After the first beating Richard was banned from Pipeline for the season. ‘People were eyeing me out and threatening me in supermarkets, telling me to get off the island and shit. But I held in, stayed there for six months and just surfed the other spots.’
‘Then the fourth winter I went back and asked for forgiveness and the dudes said it was cool, and one day I was out at Pipe and whole lot of guys paddled around me and basically I came in.’
No doubt, dropping in on a big Hawaiian in the process.
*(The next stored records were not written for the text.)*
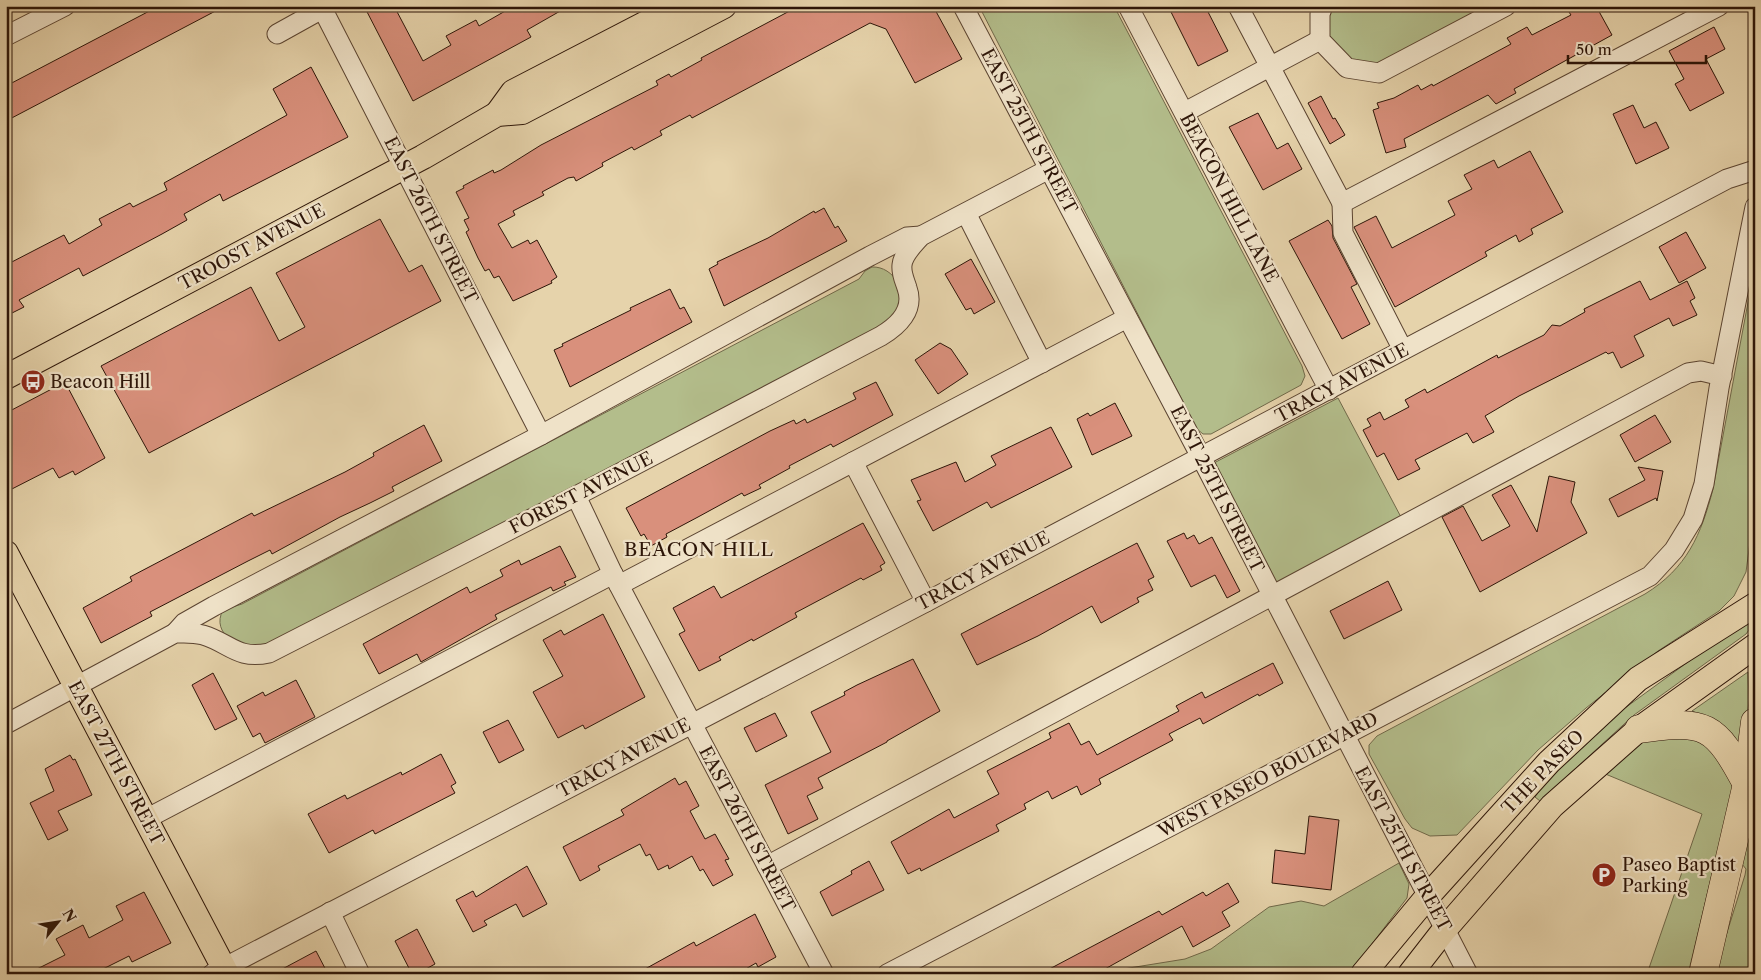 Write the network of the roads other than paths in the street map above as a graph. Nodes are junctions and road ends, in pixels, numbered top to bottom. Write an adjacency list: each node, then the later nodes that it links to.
1 (65, 6): 12 (street)
2 (679, 6): 16 (main road, TROOST AVENUE)
3 (724, 6): 16 (main road, TROOST AVENUE)
4 (963, 6): 18 (street, EAST 25TH STREET)
5 (1128, 6): 15 (street, BEACON HILL LANE)
6 (1238, 6): 14 (street)
7 (1323, 6): 13 (street)
8 (1506, 6): 13 (street)
9 (1719, 6): 20 (street)
10 (321, 8): 11 (street); 17 (street, EAST 26TH STREET)
11 (277, 34)
12 (6, 36)
13 (1320, 40): 14 (street)
14 (1270, 67): 15 (street); 20 (street)
15 (1184, 112): 31 (street, BEACON HILL LANE)
16 (496, 114): 17 (main road, TROOST AVENUE)
17 (404, 166): 30 (main road, TROOST AVENUE); 32 (street, EAST 26TH STREET)
18 (1049, 169): 22 (street, FOREST AVENUE); 26 (street, EAST 25TH STREET)
19 (1755, 170): 27 (street, TRACY AVENUE)
20 (1342, 203): 27 (street)
21 (1755, 207): 29 (street, WEST PASEO BOULEVARD)
22 (966, 213): 23 (street, FOREST AVENUE); 28 (street)
23 (921, 236): 24 (street, FOREST AVENUE); 25 (street, FOREST AVENUE)
24 (870, 256): 25 (street, FOREST AVENUE); 32 (street, FOREST AVENUE)
25 (903, 279): 35 (street, FOREST AVENUE)
26 (1127, 318): 28 (street); 33 (street, EAST 25TH STREET)
27 (1403, 350): 31 (street, TRACY AVENUE)
28 (1042, 362): 34 (street)
29 (1722, 376): 38 (street); 50 (street, WEST PASEO BOULEVARD)
30 (6, 377)
31 (1329, 390): 33 (street, TRACY AVENUE)
32 (541, 435): 41 (street, FOREST AVENUE)
33 (1201, 456): 38 (street, EAST 25TH STREET); 39 (street, TRACY AVENUE)
34 (853, 462): 37 (street); 39 (street)
35 (576, 496): 37 (street, EAST 26TH STREET); 43 (street, FOREST AVENUE)
36 (7, 556): 45 (main road, EAST 27TH STREET)
37 (616, 580): 47 (street, EAST 26TH STREET); 52 (street)
38 (1272, 596): 50 (street, EAST 25TH STREET); 53 (street)
39 (926, 602): 47 (street, TRACY AVENUE)
40 (1755, 605): 54 (main road, THE PASEO)
41 (214, 606): 42 (street, FOREST AVENUE); 43 (street)
42 (175, 634): 43 (street, FOREST AVENUE); 45 (street, FOREST AVENUE)
43 (215, 640)
44 (1755, 646): 49 (main road, THE PASEO)
45 (76, 686): 48 (street, FOREST AVENUE); 52 (main road, EAST 27TH STREET)
46 (1755, 722): 51 (highway)
47 (691, 723): 53 (street, EAST 26TH STREET); 55 (street, TRACY AVENUE)
48 (6, 724)
49 (1639, 728): 51 (highway); 56 (main road, THE PASEO)
50 (1344, 735): 54 (street, EAST 25TH STREET); 60 (street, WEST PASEO BOULEVARD)
51 (1747, 784): 64 (highway)
52 (146, 819): 57 (main road, EAST 27TH STREET)
53 (767, 866): 59 (street, EAST 26TH STREET)
54 (1427, 897): 56 (street, EAST 25TH STREET); 61 (main road, THE PASEO)
55 (330, 912): 57 (street, TRACY AVENUE); 58 (street)
56 (1445, 929): 62 (main road, THE PASEO); 63 (street, EAST 25TH STREET)
57 (221, 972)
58 (360, 974)
59 (824, 974)
60 (887, 974)
61 (1364, 974)
62 (1410, 974)
63 (1468, 974)
64 (1702, 974)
‘These guys came after me and punched me. I put my hands behind my back and asked what was wrong, they all come down fuming, walking around me, the next thing I know someone punches me while I was talking to another dude. I had my hands down, I’d just been punched. So I swore him off. That was it. I couldn’t do anything, there were about five of them, I couldn’t fight back. So I grit my teeth and did another season laying low. I had guys coming for me at night, saying I’m stepping on toes, but it all worked out fine. At the end of the winter I got a perfect ten in the contest, but I couldn’t paddle out at the Pipe House, I had to paddle out from the channel down below. I was still banned, but if I want to surf the contest they can’t stop me. So I paddle out there in the rip, by the time I was halfway the siren had gone and everyone had caught a wave by the time I got out. I went the deepest, right to the top and waited for a set. I took off on the biggest mountain that came through and dropped in behind this huge lip and pulled into the cathedral, got spat out in front of everybody and everybody stood up and started clapping on the beach. I got a 10 for that wave. That was cool. I then paddled back out there and got a 9.5. And that was it for that winter. After that there were still bad vibes but I showed them that I can surf the place.’
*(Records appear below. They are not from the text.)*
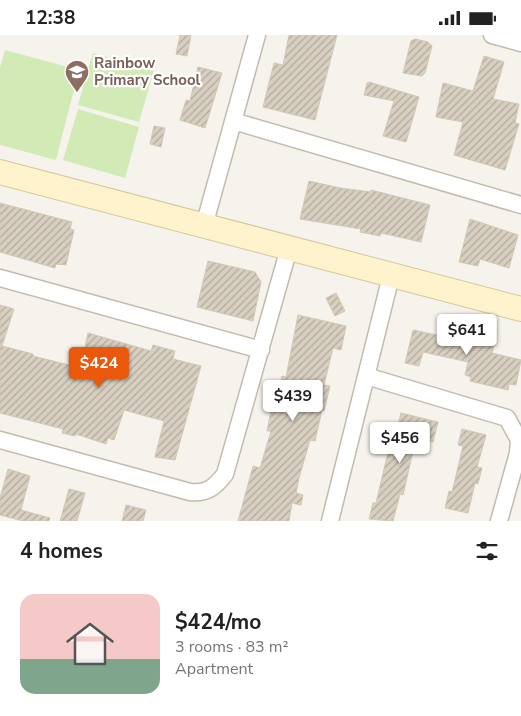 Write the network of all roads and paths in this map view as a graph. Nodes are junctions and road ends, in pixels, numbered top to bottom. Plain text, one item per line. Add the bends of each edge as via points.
1 (256, 35) edge
2 (492, 35) edge
3 (521, 43) edge
4 (233, 121) junction
5 (0, 172) edge
6 (521, 205) edge
7 (204, 226) junction
8 (289, 248) junction
9 (391, 276) junction
10 (0, 277) edge
11 (521, 309) edge
12 (261, 350) junction
13 (366, 377) junction
14 (0, 440) edge
15 (330, 521) edge
16 (499, 521) edge

1 - 4 street
2 - 3 street
4 - 6 street
4 - 7 street
5 - 7 street
7 - 8 street
8 - 9 street
8 - 12 street
9 - 11 street
9 - 13 street
10 - 12 street
12 - 14 street via 225,474 209,491 190,492
13 - 15 street
13 - 16 street via 507,418 519,439 518,453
Then back in Durban, Richard did something that changed the way he would be perceived at Pipe in the future. Being a popular Durban surfer, a lot of Richie’s crew had heard about the rumbles on the Rock and were keen for some payback of their own. Bruce Irons and some other Hawaiians were coming down for a QS event and the stage was set for a rematch. Until the goofy Ghandi, Richard Sills got involved.
‘Volcom, myself and Quiksilver had to hire bodyguards for Bruce Irons and some of the boys because of what they had done to me, but two wrongs don’t make a right, so I got him protected when he came to South Africa. Ja, guys wanted to shoot his kneecaps. But I got it sorted.’

‘So when I paddled back out to Pipe this last season, when the locals saw me, they all thanked me for looking after Bruce, then Sean Lopez paddles out, the guy who I dropped in on and who punched me, and he paddles out and says, “hey boss! How you doing?” We actually got to talk after two years of hostility. Now everything is island vibe. Being friends with the locals makes a huge difference, you’re at ease in the water so you can focus on the waves, because it’s life threatening out there.’
But Richard has learnt his lessons in the school of hard knocks. He takes nothing for granted.
‘I feel cool, I feel positive, take it as it comes, don’t expect anything, but prepare yourself for everything. Each time you go to Hawaii you face your fears, be it on the beach or in the water. A good surf there wipes everything away. One big, solid barrel that you get spat out of, in Hawaii, is better than anything, and it makes you forget everything.’